Holding even one share in a company enables campaigners to attend and vote in its annual meeting and ask questions directly to the company’s top decision-makers.
Protesters outside the BP AGM in Manchester. Image Credit: Chloe Farand
Amy Simon, a member of the climate team at NGO ShareAction, said she found it “encouraging” to hear similar climate change and social justice concerns had been raised by a range of stakeholders from both ordinary and institutional shareholders and activists.
“I hope that hearing from concerned investors will encourage BP to take some action on these issues over the next year.”

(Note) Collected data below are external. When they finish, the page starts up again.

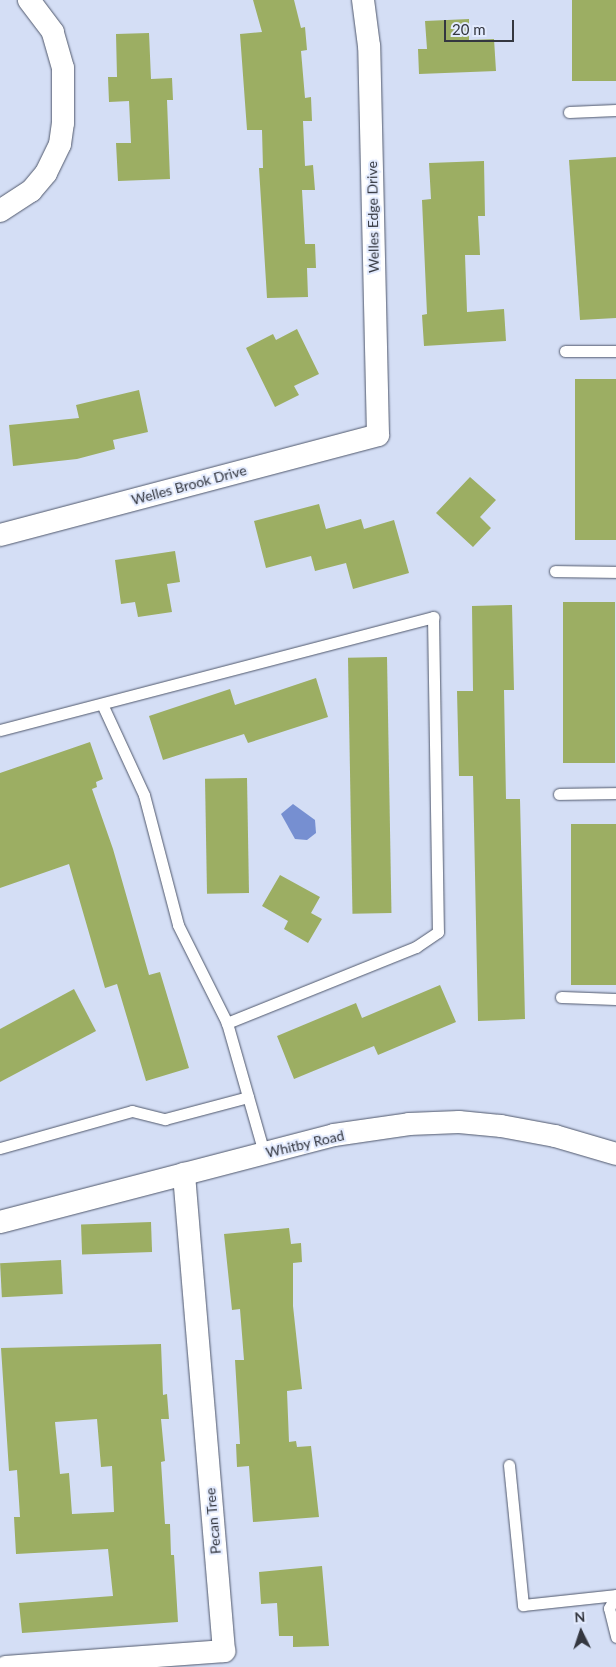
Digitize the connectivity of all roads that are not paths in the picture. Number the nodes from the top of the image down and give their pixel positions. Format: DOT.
graph roads {
  1 [pos="29,0"];
  2 [pos="363,0"];
  3 [pos="616,110"];
  4 [pos="569,112"];
  5 [pos="0,211"];
  6 [pos="565,351"];
  7 [pos="616,351"];
  8 [pos="378,435"];
  9 [pos="0,535"];
  10 [pos="555,572"];
  11 [pos="616,572"];
  12 [pos="102,704"];
  13 [pos="0,730"];
  14 [pos="616,793"];
  15 [pos="560,794"];
  16 [pos="562,997"];
  17 [pos="616,999"];
  18 [pos="227,1023"];
  19 [pos="248,1097"];
  20 [pos="0,1148"];
  21 [pos="264,1153"];
  22 [pos="615,1153"];
  23 [pos="184,1174"];
  24 [pos="0,1222"];
  25 [pos="509,1465"];
  26 [pos="616,1595"];
  27 [pos="616,1637"];
  28 [pos="6,1667"];
  1 -- 5 [label="street"];
  2 -- 8 [label="street, Welles Edge Drive"];
  3 -- 4 [label="lane"];
  6 -- 7 [label="lane"];
  8 -- 9 [label="street, Welles Brook Drive"];
  10 -- 11 [label="lane"];
  12 -- 13 [label="lane"];
  12 -- 18 [label="lane"];
  12 -- 18 [label="lane"];
  14 -- 15 [label="lane"];
  16 -- 17 [label="lane"];
  18 -- 19 [label="lane"];
  19 -- 20 [label="lane"];
  19 -- 21 [label="lane"];
  21 -- 22 [label="street, Whitby Road"];
  21 -- 23 [label="street, Whitby Road"];
  23 -- 24 [label="street, Whitby Road"];
  23 -- 28 [label="street, Pecan Tree"];
  25 -- 26 [label="lane"];
  26 -- 27 [label="lane"];
}
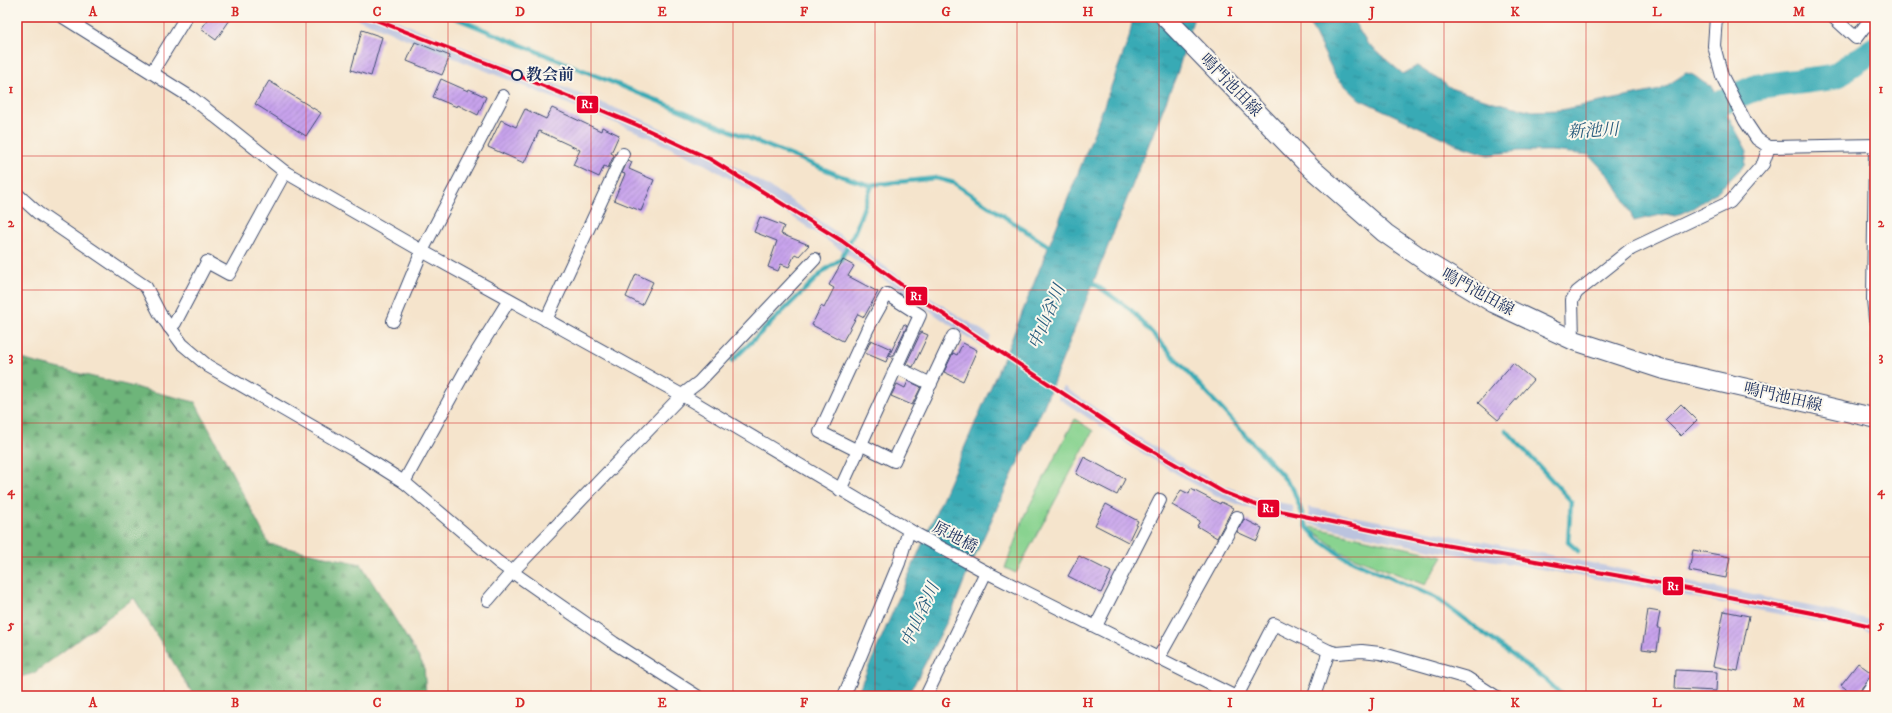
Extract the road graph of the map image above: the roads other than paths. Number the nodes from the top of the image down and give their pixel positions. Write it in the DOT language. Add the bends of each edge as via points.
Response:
graph roads {
  1 [pos="63,17"];
  2 [pos="186,17"];
  3 [pos="1165,17"];
  4 [pos="1716,17"];
  5 [pos="1833,17"];
  6 [pos="1875,24"];
  7 [pos="152,72"];
  8 [pos="503,96"];
  9 [pos="1875,145"];
  10 [pos="1769,147"];
  11 [pos="623,154"];
  12 [pos="1875,154"];
  13 [pos="285,172"];
  14 [pos="17,194"];
  15 [pos="422,251"];
  16 [pos="815,259"];
  17 [pos="509,300"];
  18 [pos="1875,319"];
  19 [pos="546,320"];
  20 [pos="393,321"];
  21 [pos="169,327"];
  22 [pos="953,336"];
  23 [pos="1573,340"];
  24 [pos="896,367"];
  25 [pos="930,384"];
  26 [pos="682,395"];
  27 [pos="1875,418"];
  28 [pos="859,448"];
  29 [pos="404,482"];
  30 [pos="840,490"];
  31 [pos="1160,500"];
  32 [pos="1237,517"];
  33 [pos="913,532"];
  34 [pos="982,569"];
  35 [pos="512,572"];
  36 [pos="488,600"];
  37 [pos="1096,626"];
  38 [pos="1328,651"];
  39 [pos="1159,657"];
  40 [pos="1875,681"];
  41 [pos="697,696"];
  42 [pos="844,696"];
  43 [pos="926,696"];
  44 [pos="1234,696"];
  45 [pos="1237,696"];
  46 [pos="1314,696"];
  47 [pos="1495,696"];
  48 [pos="1866,696"];
  1 -- 7 [label="street, 原地橋"];
  2 -- 7 [label="street"];
  3 -- 23 [label="main road, 鳴門池田線" via="1312,169 1385,233 1431,266 1494,303"];
  4 -- 10 [label="street" via="1714,46 1722,76 1745,122 1757,139"];
  5 -- 6 [label="street" via="1856,38 1865,26"];
  7 -- 13 [label="street, 原地橋" via="208,109"];
  8 -- 15 [label="street"];
  9 -- 10 [label="street"];
  10 -- 23 [label="street" via="1763,164 1730,202 1631,249 1577,292 1572,300"];
  11 -- 19 [label="street"];
  12 -- 18 [label="street"];
  13 -- 15 [label="street, 原地橋"];
  13 -- 21 [label="street" via="229,274 207,262 175,323"];
  14 -- 21 [label="street" via="38,213 146,287"];
  15 -- 17 [label="street, 原地橋"];
  15 -- 20 [label="street"];
  16 -- 26 [label="street" via="699,382"];
  17 -- 19 [label="street, 原地橋"];
  17 -- 29 [label="street" via="468,366"];
  19 -- 26 [label="street, 原地橋"];
  21 -- 29 [label="street" via="182,344 208,366"];
  22 -- 25 [label="street"];
  23 -- 27 [label="main road, 鳴門池田線" via="1662,368"];
  24 -- 25 [label="street"];
  24 -- 28 [label="street"];
  24 -- 28 [label="street" via="920,315 886,294 820,432"];
  25 -- 28 [label="street" via="894,460"];
  26 -- 30 [label="street, 原地橋"];
  26 -- 35 [label="street"];
  28 -- 30 [label="street"];
  29 -- 35 [label="street"];
  30 -- 33 [label="street, 原地橋"];
  31 -- 37 [label="street"];
  32 -- 39 [label="street"];
  33 -- 34 [label="street, 原地橋"];
  33 -- 42 [label="street"];
  34 -- 37 [label="street, 原地橋"];
  34 -- 43 [label="street"];
  35 -- 36 [label="street"];
  35 -- 41 [label="street" via="614,643"];
  37 -- 39 [label="street, 原地橋"];
  38 -- 45 [label="street" via="1274,624"];
  38 -- 46 [label="street"];
  38 -- 47 [label="street" via="1380,653 1467,678"];
  39 -- 44 [label="street, 原地橋"];
  40 -- 48 [label="street"];
}
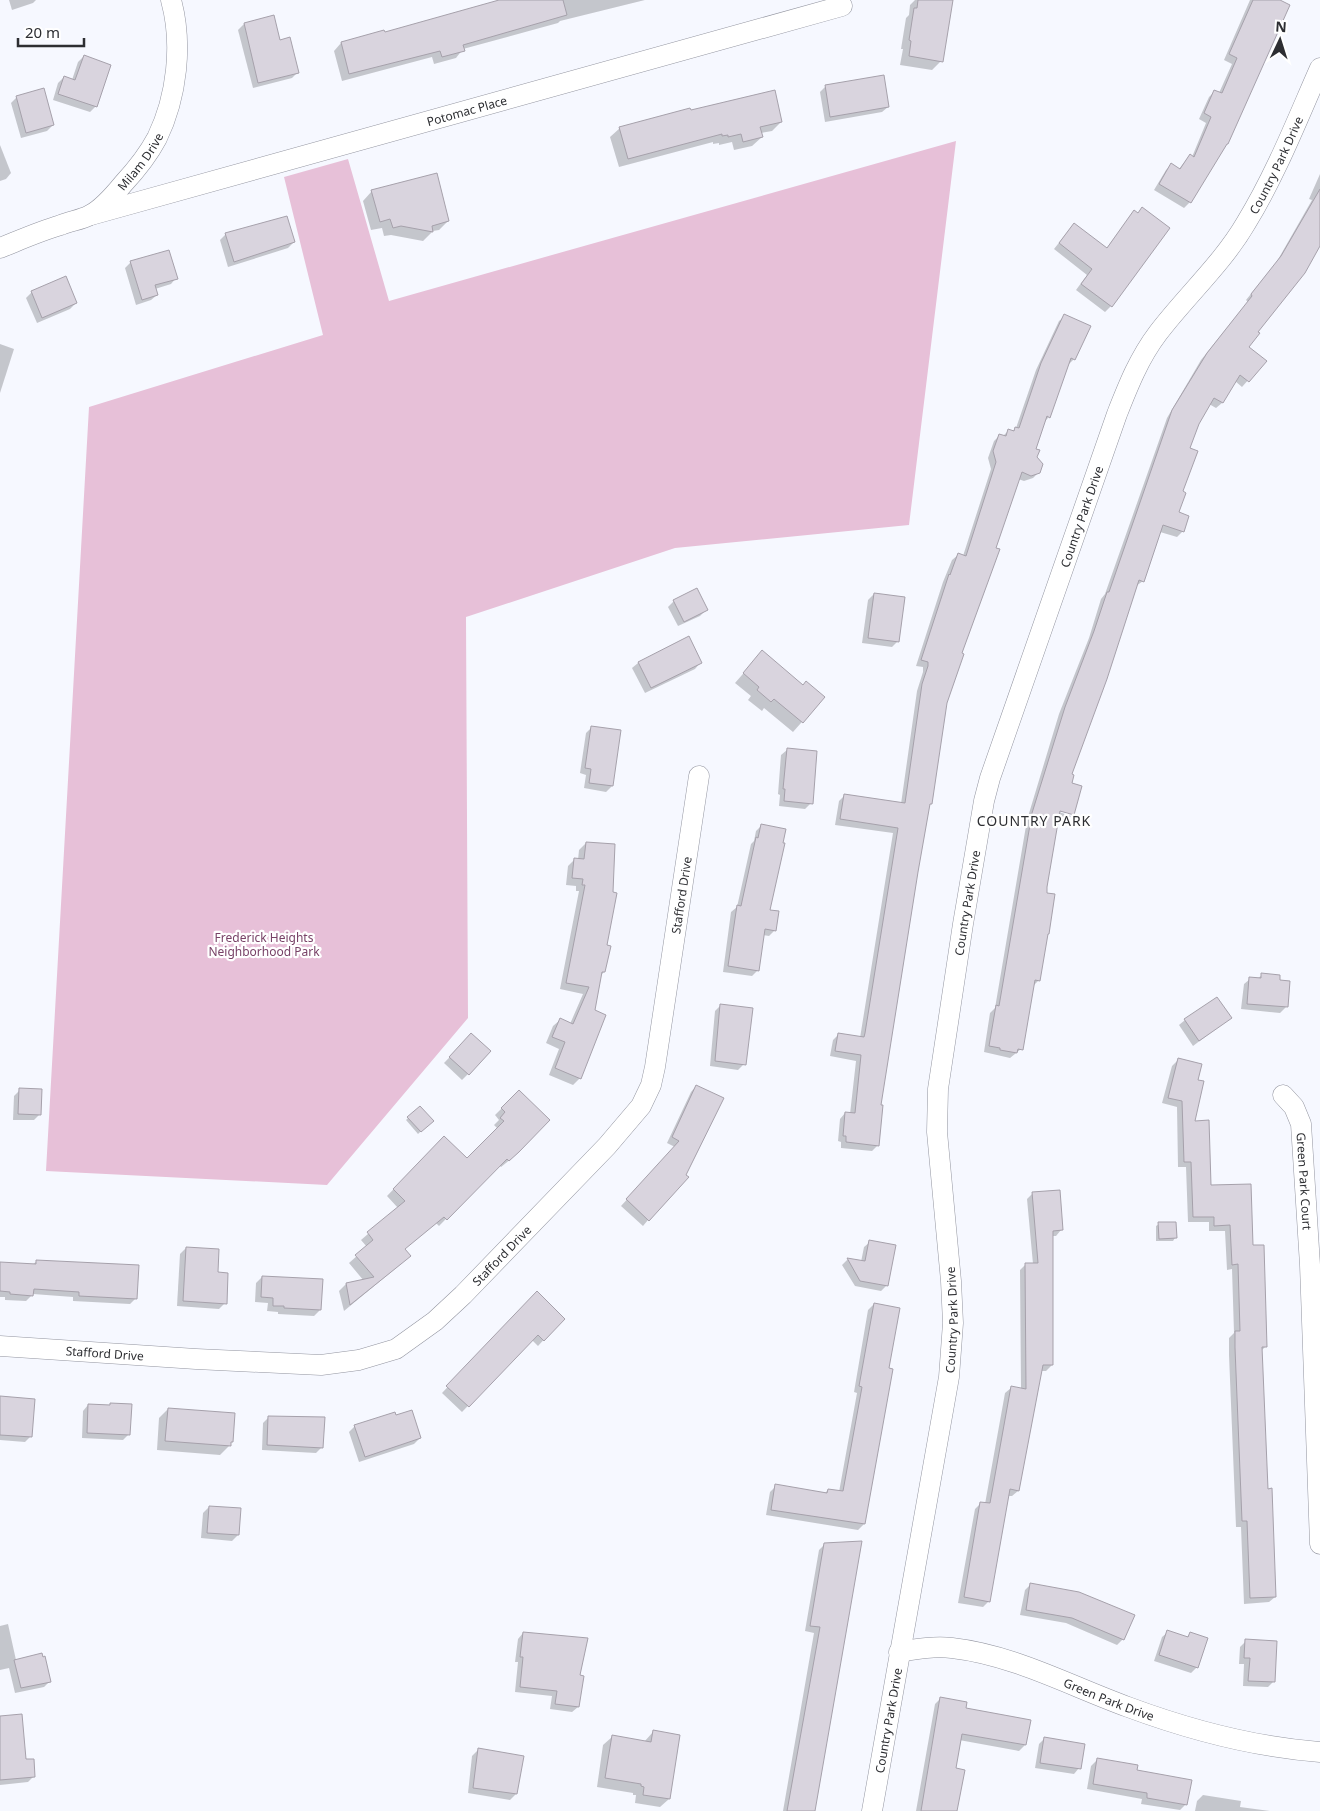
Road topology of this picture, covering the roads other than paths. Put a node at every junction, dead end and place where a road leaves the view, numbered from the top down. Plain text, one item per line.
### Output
1 (171, 0) edge
2 (842, 6) dead end
3 (1320, 68) edge
4 (91, 215) junction
5 (0, 248) edge
6 (699, 776) dead end
7 (1283, 1095) dead end
8 (0, 1346) edge
9 (1320, 1544) edge
10 (899, 1652) junction
11 (1320, 1752) edge
12 (872, 1811) edge

1 - 4 street, Milam Drive
2 - 4 street, Potomac Place
3 - 10 street, Country Park Drive
4 - 5 street, Milam Drive
6 - 8 street, Stafford Drive
7 - 9 street, Green Park Court
10 - 11 street, Green Park Drive
10 - 12 street, Country Park Drive

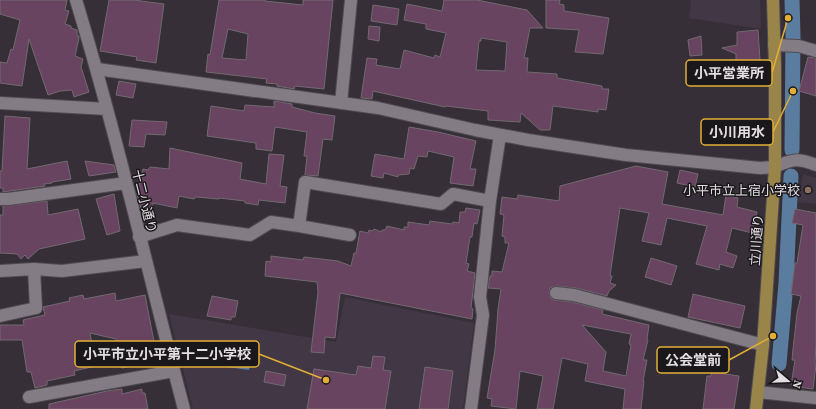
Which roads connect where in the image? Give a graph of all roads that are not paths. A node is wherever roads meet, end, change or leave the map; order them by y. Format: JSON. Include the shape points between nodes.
{"nodes":[{"id":1,"x":76,"y":0,"type":"edge"},
{"id":2,"x":351,"y":0,"type":"edge"},
{"id":3,"x":773,"y":0,"type":"edge"},
{"id":4,"x":774,"y":44,"type":"junction"},
{"id":5,"x":816,"y":51,"type":"edge"},
{"id":6,"x":97,"y":69,"type":"junction"},
{"id":7,"x":0,"y":103,"type":"edge"},
{"id":8,"x":341,"y":103,"type":"junction"},
{"id":9,"x":107,"y":109,"type":"junction"},
{"id":10,"x":500,"y":135,"type":"junction"},
{"id":11,"x":816,"y":165,"type":"edge"},
{"id":12,"x":775,"y":167,"type":"junction"},
{"id":13,"x":126,"y":183,"type":"junction"},
{"id":14,"x":0,"y":199,"type":"edge"},
{"id":15,"x":490,"y":201,"type":"junction"},
{"id":16,"x":299,"y":226,"type":"junction"},
{"id":17,"x":350,"y":235,"type":"dead end"},
{"id":18,"x":140,"y":237,"type":"junction"},
{"id":19,"x":146,"y":261,"type":"junction"},
{"id":20,"x":34,"y":269,"type":"junction"},
{"id":21,"x":0,"y":271,"type":"edge"},
{"id":22,"x":556,"y":292,"type":"dead end"},
{"id":23,"x":0,"y":316,"type":"edge"},
{"id":24,"x":763,"y":345,"type":"junction"},
{"id":25,"x":174,"y":371,"type":"junction"},
{"id":26,"x":758,"y":392,"type":"junction"},
{"id":27,"x":29,"y":397,"type":"dead end"},
{"id":28,"x":816,"y":398,"type":"edge"},
{"id":29,"x":184,"y":409,"type":"edge"},
{"id":30,"x":471,"y":409,"type":"edge"},
{"id":31,"x":756,"y":409,"type":"edge"}],
"edges":[{"from":1,"to":6,"type":"street","name":"十二小通り"},
{"from":2,"to":8,"type":"street"},
{"from":3,"to":4,"type":"main road","name":"立川通り"},
{"from":4,"to":5,"type":"street"},
{"from":4,"to":12,"type":"main road","name":"立川通り"},
{"from":6,"to":8,"type":"street"},
{"from":6,"to":9,"type":"street","name":"十二小通り"},
{"from":7,"to":9,"type":"street"},
{"from":8,"to":10,"type":"street","via":[[378,108]]},
{"from":9,"to":13,"type":"street","name":"十二小通り"},
{"from":10,"to":12,"type":"street","via":[[626,155],[760,168]]},
{"from":10,"to":15,"type":"street"},
{"from":11,"to":12,"type":"street","via":[[790,160]]},
{"from":12,"to":24,"type":"main road","name":"立川通り"},
{"from":13,"to":14,"type":"street"},
{"from":13,"to":18,"type":"street","name":"十二小通り"},
{"from":15,"to":16,"type":"street","via":[[453,194],[441,204],[305,182]]},
{"from":15,"to":30,"type":"street","via":[[480,297],[483,316]]},
{"from":16,"to":17,"type":"street"},
{"from":16,"to":18,"type":"street","via":[[271,222],[250,235],[177,225]]},
{"from":18,"to":19,"type":"street","name":"十二小通り"},
{"from":19,"to":20,"type":"street","via":[[62,271]]},
{"from":19,"to":25,"type":"street","name":"十二小通り"},
{"from":20,"to":21,"type":"street"},
{"from":20,"to":23,"type":"street","via":[[36,308]]},
{"from":22,"to":24,"type":"street"},
{"from":24,"to":26,"type":"main road","name":"立川通り"},
{"from":25,"to":27,"type":"street"},
{"from":25,"to":29,"type":"street","name":"十二小通り"},
{"from":26,"to":28,"type":"street"},
{"from":26,"to":31,"type":"main road","name":"立川通り"}]}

Simon described AGM activism as “a really empowering and direct way of holding company directors to account”.
She added: “By attending AGMs, we can still send radical messages but in a more measured way – I think it’s a really effective tool for constructive dialogue and following-up on issues year after year.”
Speaking to DeSmog UK, Colette St-Onge, also of ShareAction, said it was “impressive to see so many determined people come to Manchester to ask BP some meaningful questions about climate change” but that this was not the most important part of the AGM.
She said the networking time at the end of the meeting when executives came to meet shareholders was often the moment “when a door can open” by raising issues directly with executives.
“We are not going to change their positions on the day,” said Ali Abbas, a volunteer at Friend of the Earth Manchester.
“It’s a drip-feed approach by making sure that issues are raised and heard and repeated every year. This might also make other investors think again about issues they may have not considered before. But we also need to engage with their public policy, how pensions funds invest in their business. Shareholder activism is only one part of the equation,” he said.